### WORK TO BE COMPLETED
Only lines holding "road" are wanted; copy each of them from the records below.

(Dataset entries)
++++
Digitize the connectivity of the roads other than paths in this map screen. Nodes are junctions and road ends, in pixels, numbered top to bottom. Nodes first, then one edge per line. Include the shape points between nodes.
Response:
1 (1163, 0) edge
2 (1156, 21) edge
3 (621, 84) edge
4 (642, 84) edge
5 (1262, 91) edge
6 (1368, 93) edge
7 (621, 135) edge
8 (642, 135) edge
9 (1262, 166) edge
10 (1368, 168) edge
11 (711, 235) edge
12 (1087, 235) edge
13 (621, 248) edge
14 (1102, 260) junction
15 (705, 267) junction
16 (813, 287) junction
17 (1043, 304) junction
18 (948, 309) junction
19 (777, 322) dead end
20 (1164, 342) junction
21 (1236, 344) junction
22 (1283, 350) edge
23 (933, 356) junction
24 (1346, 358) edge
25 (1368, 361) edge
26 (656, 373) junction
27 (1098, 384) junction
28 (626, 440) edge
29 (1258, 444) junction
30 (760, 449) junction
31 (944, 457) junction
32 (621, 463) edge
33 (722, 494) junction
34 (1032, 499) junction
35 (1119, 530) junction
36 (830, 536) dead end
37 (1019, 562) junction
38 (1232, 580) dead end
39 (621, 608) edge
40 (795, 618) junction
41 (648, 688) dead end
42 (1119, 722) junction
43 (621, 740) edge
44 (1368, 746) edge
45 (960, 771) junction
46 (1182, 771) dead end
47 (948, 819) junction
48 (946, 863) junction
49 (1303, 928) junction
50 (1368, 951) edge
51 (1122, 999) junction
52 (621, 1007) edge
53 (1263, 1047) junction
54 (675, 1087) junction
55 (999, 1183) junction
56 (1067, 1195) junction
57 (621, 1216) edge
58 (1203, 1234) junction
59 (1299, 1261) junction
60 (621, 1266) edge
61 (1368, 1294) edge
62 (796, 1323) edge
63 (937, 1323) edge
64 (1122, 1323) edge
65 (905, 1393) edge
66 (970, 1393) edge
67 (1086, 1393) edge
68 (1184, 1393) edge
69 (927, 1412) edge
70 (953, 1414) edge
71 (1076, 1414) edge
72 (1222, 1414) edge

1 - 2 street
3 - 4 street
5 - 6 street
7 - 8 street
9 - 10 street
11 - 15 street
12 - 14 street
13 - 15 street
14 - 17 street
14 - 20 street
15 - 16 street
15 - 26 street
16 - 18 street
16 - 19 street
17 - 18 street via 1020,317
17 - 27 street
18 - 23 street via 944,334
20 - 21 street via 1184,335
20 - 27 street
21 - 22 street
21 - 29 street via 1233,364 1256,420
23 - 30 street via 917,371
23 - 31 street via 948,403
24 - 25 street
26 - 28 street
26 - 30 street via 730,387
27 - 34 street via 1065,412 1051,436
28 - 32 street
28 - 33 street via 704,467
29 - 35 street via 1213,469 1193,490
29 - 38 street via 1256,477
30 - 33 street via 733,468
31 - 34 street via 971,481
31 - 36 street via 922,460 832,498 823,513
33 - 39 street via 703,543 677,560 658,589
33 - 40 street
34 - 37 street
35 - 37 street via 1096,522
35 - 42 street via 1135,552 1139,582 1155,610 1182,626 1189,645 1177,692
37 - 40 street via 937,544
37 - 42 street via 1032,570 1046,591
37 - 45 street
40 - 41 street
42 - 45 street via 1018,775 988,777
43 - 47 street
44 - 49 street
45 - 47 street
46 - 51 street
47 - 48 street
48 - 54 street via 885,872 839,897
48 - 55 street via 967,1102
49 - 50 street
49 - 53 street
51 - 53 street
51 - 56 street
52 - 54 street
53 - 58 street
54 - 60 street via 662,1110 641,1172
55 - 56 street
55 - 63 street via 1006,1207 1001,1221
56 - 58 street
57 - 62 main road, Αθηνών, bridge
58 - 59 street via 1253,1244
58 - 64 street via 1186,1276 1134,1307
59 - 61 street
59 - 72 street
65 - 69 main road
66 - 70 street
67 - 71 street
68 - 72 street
++++
### EXERCISE RESPONSE
Digitize the connectivity of the roads other than paths in this map screen. Nodes are junctions and road ends, in pixels, numbered top to bottom. Nodes first, then one edge per line. Include the shape points between nodes.
57 - 62 main road, Αθηνών, bridge
65 - 69 main road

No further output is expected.